I'm a strong supporter of Bernie Sanders.  I'm also a natural mother from the BSE and the adoptive mother of a son from Vietnam.  Since finding my first son nearly four years ago, I've undergone a sea change in my approach to adoption.  (Read the rest of my blog.)  Now it's November, National Adoption Month, and I'm ready to come out with all barrels blazing in favor of radical adoption reform, as in: Let's eliminate adoption and institute legal guardianship for kids who truly need a different family from the one they were born into.  Infant adoption should end.  Surrogacy should be illegal.  And international adoption needs major overhaul.

These are my principles, based on over forty years of experience and extensive reading and communicating with other first mothers.  So it was with some dismay that I saw--today, on the first day of National Adoption Month--my favorite presidential candidate trick-or-treating with his three granddaughters adopted from China.  I know several families with foreign-born, adopted children, and I know the parents love their children, as I love my adopted son.  I understand the motivations that lead to such adoptions, and I also know the difficulties that are bound to attend them.  Adoption is complicated, far more complicated than the prevailing narrative about it.  Of course, life with a loving American family is preferable to growing up in an underfunded orphanage or in abject poverty.  But growing up with no sense of who you really are, who your people really are, or what your personal history is leaves the strongest, most well-adjusted adoptee with disturbing questions and longings.

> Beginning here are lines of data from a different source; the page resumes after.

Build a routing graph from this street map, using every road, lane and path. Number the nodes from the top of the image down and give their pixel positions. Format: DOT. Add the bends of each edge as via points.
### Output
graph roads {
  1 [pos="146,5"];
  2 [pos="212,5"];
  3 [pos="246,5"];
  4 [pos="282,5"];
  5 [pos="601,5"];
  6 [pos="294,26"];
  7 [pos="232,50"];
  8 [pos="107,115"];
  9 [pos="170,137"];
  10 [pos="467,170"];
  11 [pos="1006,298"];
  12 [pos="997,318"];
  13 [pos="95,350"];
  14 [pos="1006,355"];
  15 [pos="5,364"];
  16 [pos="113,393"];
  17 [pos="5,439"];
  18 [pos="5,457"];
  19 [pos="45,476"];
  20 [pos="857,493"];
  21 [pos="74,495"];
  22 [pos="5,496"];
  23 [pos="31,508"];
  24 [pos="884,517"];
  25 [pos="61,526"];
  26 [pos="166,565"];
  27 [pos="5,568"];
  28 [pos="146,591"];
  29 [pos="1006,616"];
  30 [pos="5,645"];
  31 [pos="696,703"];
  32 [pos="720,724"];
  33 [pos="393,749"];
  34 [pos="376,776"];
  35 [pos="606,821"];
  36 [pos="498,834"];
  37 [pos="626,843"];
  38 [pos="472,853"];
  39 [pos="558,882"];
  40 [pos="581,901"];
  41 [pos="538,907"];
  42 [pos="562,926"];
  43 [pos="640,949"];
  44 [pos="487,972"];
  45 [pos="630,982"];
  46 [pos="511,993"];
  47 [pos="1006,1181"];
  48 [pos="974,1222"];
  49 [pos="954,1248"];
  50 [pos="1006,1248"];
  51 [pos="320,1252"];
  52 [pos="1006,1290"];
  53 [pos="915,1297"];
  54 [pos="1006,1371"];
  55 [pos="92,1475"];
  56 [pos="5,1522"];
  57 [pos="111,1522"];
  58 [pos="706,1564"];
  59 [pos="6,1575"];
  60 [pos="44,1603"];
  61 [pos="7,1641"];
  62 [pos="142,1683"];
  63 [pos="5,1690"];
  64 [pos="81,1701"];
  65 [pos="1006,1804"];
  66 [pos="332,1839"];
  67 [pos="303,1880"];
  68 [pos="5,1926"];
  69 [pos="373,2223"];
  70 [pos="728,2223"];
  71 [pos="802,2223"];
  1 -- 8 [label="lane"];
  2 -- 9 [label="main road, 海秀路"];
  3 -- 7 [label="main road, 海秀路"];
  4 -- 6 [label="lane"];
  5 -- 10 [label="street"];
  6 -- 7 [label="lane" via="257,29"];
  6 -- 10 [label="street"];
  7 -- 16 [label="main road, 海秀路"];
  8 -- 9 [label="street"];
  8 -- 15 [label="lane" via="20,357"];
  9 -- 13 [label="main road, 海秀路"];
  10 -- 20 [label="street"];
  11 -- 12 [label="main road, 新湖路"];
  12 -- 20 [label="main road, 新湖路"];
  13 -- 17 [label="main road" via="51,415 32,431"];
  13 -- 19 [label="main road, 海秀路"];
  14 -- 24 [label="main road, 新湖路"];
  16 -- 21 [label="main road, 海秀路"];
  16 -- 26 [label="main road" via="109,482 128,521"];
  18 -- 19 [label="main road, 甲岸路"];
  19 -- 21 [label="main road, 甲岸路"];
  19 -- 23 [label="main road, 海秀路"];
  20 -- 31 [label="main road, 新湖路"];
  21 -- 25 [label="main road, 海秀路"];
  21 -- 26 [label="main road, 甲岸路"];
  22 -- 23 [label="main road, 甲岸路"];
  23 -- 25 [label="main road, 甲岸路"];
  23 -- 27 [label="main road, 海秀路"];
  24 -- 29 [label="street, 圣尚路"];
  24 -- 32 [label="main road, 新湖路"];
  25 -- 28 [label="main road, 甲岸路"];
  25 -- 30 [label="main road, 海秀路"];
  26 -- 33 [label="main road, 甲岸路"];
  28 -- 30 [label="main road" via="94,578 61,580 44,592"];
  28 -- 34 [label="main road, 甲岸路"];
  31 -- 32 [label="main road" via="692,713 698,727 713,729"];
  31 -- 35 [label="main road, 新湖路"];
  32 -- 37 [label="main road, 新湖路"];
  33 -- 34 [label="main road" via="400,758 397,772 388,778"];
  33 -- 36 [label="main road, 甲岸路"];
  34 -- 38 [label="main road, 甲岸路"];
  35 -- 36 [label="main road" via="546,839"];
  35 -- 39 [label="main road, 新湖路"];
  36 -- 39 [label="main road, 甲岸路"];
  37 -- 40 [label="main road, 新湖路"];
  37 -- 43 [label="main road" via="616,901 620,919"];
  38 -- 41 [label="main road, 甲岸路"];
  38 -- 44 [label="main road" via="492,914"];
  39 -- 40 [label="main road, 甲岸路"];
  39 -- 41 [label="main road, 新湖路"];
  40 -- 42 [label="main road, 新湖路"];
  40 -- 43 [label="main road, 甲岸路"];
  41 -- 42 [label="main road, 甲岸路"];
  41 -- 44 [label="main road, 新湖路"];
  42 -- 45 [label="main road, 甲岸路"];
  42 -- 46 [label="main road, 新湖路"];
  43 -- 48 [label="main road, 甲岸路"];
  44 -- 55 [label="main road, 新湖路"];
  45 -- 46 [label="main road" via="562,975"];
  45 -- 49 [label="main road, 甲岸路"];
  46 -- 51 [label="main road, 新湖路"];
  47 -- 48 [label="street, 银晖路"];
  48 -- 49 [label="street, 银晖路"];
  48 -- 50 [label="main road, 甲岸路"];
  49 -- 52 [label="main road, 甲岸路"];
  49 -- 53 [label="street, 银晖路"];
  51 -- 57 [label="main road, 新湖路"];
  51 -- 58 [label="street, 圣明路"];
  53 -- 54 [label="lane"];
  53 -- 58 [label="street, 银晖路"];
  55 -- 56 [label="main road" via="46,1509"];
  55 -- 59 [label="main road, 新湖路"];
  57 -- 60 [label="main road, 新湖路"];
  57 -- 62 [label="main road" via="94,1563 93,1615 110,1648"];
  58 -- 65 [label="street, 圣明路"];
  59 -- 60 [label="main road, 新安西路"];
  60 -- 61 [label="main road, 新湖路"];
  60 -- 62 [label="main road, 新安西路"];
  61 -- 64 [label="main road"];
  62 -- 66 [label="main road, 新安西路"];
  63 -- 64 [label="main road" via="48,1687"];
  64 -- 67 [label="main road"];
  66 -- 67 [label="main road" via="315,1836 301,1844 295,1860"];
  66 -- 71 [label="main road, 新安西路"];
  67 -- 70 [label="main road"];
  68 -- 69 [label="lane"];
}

When I first saw video of Bernie Sanders with his granddaughters walking down a typical American neighborhood street, I was taken aback.  I've been arguing against adoption for so long that it's become a knee-jerk reaction for me, but when I saw these adorable girls, I knew I could never say anything that would disturb their peace of mind, their place in the family they now belong to, or their sense of self-worth.  It's easy for adoption reformists like me to pathologize adoption, as if it were a guarantee of dysfunction and unhappiness, but that assumption is as simplistic as the one that assumes that all adoptions are happy and adoptees don't care about their original families.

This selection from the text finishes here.